I then wrote a few fun skills to demonstrate programming for voice to my son’s computer class at his middle school. But then I wanted to build a “platform skill” that allows ANY BUSINESS to connect their business data (KPI’s, metrics, etc.) and “just ask” for their key numbers – answering the question “How’s Business?”. I wanted to give businesses an EASY WAY to connect their data to voice – Alexa, Google Assistant, Cortana, Siri, etc.
I see a ton of growth in the Voice B2B space over the next 2-3 years. The challenge right now is adoption of the devices themselves in business (most people just have them in the home, not the office – and there are still a lot of people that don’t even have them in the home yet either).
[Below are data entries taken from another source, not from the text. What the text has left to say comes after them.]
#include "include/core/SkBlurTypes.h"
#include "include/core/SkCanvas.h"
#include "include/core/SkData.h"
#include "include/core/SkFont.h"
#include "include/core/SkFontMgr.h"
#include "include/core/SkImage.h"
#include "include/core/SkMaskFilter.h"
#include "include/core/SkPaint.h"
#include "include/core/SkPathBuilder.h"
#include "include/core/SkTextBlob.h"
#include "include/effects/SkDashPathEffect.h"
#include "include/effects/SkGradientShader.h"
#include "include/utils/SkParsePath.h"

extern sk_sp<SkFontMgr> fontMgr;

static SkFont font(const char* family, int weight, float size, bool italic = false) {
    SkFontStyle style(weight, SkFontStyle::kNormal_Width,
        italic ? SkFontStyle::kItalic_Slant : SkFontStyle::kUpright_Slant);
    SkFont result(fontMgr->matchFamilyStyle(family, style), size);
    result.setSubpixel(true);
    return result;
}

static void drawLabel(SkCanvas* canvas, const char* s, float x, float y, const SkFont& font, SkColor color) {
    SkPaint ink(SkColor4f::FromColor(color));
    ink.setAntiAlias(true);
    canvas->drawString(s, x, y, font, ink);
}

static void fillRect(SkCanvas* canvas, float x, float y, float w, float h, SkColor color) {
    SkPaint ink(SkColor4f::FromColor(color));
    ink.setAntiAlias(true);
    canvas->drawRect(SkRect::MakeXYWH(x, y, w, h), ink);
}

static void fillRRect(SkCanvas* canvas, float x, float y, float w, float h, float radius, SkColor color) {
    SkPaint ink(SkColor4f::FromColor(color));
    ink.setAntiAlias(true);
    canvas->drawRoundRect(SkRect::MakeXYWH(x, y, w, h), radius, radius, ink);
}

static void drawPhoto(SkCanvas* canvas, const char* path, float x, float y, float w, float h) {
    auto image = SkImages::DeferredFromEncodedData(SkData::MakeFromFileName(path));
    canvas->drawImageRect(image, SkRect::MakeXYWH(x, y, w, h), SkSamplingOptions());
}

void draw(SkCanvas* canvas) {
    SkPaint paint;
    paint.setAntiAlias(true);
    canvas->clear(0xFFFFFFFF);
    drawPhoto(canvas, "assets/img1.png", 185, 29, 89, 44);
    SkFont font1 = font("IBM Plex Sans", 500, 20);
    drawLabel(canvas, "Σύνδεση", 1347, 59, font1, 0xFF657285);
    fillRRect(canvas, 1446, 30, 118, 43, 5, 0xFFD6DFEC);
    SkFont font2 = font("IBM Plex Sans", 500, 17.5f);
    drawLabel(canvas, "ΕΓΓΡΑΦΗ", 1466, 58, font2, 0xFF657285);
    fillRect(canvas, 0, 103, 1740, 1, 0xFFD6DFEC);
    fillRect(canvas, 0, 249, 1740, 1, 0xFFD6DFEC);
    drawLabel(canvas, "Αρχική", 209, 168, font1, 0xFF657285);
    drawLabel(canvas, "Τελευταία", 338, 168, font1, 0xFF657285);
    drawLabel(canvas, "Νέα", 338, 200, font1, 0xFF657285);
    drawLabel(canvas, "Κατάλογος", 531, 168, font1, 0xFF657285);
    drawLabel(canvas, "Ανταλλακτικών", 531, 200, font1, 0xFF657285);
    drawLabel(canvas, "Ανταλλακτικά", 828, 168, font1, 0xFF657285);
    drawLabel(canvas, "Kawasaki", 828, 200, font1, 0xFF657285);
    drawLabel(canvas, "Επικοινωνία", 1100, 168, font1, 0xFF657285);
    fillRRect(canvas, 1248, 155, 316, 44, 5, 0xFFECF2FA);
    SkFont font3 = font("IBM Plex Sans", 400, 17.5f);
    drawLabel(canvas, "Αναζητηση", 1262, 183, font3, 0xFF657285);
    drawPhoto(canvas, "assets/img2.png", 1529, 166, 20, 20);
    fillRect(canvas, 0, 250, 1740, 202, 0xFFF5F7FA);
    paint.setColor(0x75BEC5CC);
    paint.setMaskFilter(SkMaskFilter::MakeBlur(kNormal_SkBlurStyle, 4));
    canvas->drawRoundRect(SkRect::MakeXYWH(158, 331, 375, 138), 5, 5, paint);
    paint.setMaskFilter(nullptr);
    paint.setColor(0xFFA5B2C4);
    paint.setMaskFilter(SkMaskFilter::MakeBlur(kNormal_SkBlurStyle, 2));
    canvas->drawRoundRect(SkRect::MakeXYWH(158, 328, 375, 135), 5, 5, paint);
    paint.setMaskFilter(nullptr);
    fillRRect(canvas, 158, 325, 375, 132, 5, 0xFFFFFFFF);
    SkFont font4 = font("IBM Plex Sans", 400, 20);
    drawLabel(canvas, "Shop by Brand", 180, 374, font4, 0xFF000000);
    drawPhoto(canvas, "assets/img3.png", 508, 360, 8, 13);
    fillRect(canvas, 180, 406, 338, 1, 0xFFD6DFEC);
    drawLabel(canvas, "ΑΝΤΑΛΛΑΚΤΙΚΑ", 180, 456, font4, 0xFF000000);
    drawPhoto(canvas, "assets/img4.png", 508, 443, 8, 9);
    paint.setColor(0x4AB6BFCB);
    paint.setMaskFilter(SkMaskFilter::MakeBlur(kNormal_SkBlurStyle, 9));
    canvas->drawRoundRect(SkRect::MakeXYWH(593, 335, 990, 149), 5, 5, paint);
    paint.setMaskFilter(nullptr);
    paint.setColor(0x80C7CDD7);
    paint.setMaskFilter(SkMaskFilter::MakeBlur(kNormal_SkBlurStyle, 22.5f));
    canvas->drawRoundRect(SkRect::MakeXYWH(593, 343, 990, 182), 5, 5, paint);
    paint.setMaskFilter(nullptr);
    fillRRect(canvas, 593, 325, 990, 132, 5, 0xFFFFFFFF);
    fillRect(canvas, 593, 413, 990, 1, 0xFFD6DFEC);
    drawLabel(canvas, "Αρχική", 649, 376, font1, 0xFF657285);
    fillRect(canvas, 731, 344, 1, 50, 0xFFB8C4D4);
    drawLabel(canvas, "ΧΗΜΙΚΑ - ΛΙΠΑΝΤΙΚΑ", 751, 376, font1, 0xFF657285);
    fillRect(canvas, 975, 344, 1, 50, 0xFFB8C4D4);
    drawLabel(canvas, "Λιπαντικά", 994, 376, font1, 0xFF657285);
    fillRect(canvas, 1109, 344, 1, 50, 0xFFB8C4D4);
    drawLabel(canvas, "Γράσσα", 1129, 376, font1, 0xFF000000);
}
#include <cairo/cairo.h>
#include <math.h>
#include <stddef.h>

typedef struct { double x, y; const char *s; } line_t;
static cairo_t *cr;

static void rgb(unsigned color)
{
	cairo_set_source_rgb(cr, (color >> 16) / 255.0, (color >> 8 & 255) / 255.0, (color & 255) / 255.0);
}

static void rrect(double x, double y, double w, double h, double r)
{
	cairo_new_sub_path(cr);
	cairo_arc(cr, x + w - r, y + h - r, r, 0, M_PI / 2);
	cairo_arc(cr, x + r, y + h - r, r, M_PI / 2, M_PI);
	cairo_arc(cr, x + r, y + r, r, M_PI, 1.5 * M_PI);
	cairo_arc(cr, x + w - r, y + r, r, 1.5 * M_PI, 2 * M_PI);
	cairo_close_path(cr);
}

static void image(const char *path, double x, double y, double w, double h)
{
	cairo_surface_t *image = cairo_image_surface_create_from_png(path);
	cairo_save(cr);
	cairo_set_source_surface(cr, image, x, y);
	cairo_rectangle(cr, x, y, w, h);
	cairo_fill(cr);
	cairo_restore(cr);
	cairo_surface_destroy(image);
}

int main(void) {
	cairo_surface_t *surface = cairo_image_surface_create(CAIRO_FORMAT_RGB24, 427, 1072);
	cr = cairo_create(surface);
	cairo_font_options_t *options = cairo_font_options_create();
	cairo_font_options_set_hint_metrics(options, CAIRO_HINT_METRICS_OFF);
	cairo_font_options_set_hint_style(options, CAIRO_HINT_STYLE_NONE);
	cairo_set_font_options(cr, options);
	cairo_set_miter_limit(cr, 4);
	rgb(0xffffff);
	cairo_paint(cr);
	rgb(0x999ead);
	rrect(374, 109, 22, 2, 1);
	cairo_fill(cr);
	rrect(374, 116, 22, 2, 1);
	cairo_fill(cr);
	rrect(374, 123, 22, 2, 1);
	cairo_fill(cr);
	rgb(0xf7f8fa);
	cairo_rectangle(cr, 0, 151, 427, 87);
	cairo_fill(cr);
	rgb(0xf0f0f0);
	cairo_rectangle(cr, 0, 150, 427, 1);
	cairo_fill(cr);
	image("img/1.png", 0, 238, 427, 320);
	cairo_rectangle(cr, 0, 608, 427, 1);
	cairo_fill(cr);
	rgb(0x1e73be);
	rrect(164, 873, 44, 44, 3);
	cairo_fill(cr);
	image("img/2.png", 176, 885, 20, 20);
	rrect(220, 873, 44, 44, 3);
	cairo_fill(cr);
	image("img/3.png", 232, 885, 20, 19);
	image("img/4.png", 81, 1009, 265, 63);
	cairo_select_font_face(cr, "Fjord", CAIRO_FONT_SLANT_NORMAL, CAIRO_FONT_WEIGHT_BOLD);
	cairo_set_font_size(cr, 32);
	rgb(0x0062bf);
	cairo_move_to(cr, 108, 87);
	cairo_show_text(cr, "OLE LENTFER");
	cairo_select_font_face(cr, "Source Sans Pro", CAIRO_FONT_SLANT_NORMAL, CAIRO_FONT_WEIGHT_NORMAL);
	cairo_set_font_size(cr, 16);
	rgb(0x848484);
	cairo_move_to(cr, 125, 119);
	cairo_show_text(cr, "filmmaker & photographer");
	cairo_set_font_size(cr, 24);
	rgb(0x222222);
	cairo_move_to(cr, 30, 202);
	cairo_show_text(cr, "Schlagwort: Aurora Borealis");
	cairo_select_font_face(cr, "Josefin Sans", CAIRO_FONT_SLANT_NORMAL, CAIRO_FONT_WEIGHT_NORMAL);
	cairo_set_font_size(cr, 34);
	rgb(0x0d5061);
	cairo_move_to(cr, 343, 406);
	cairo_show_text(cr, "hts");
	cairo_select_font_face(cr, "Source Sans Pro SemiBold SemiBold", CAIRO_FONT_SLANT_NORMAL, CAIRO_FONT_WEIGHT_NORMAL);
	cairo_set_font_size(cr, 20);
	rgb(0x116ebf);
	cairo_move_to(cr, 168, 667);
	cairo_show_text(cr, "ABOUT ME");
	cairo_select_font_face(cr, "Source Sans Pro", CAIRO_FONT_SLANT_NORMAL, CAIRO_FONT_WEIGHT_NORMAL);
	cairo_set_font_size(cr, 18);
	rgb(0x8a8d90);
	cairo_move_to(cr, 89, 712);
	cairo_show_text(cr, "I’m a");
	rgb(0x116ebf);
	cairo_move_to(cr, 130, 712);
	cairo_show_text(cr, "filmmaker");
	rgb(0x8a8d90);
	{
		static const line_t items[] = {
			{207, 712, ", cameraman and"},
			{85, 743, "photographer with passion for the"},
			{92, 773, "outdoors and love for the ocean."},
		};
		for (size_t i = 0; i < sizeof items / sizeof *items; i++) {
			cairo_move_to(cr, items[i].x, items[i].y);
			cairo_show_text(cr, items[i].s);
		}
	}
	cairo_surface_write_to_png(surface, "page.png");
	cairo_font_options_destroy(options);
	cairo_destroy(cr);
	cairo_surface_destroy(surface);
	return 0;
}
With the right “use cases” for businesses, the adoption will come, and voice capabilities will be used not just with traditional “smart speakers”, but also on smartphones (ala Siri and Google Assistant), in the car, with Bluetooth headsets, on PC’s and laptops, etc. If businesses can save time and get information or perform business functions easier and faster BY VOICE, then the adoption will increase and there will be astronomical growth - but it will take time.
We use 100% AWS and serverless. Everything is done using Node.JS and the AWS stack. We have built our own framework that allows data to be pushed in by business systems, and then users can “just ask” for the data by voice – using our Alexa skills, Google Actions, and Siri. We do not use many 3rd party tools other than some testing tools from Bespoken and Applause.
We have 2 main products right now. The first is “Alexa for SaaS” that allows SaaS companies to get up-and-running with voice in literally a day – they get a custom-branded Alexa skill (and Google Action and Siri) by simply posting data to our API and setting up a few voice briefings. SaaS companies purchase a license for the platform and voice apps.
Our other product is a fully-functional voice interface to Slack called “Zipline – Talk to Slack” which allows you to get your new Slack messages by voice AND REPLY BY VOICE. It also allows you to hear Slack messages from any channel and post messages into any channel, all by voice. It even plays emoji’s! It’s free and can be enabled at: www.talktoslack.com
I think it’s important to plan out what you would like your skill to be able to do, to design everything out on paper and with flowcharts, etc., before you start writing code or building the skill.
Although we do not use Storyline and other tools like that, I think they are great for starting out and being able to learn how Alexa and voice skills work overall. A lot of how you would build a skill/action will be based on where you want to go with the skill – is it just something you want to put out into the store and have people play with, or do you want it to be a useful utility for either consumers or business? If the latter, talk to them about what might be useful and beneficial, and then design it out.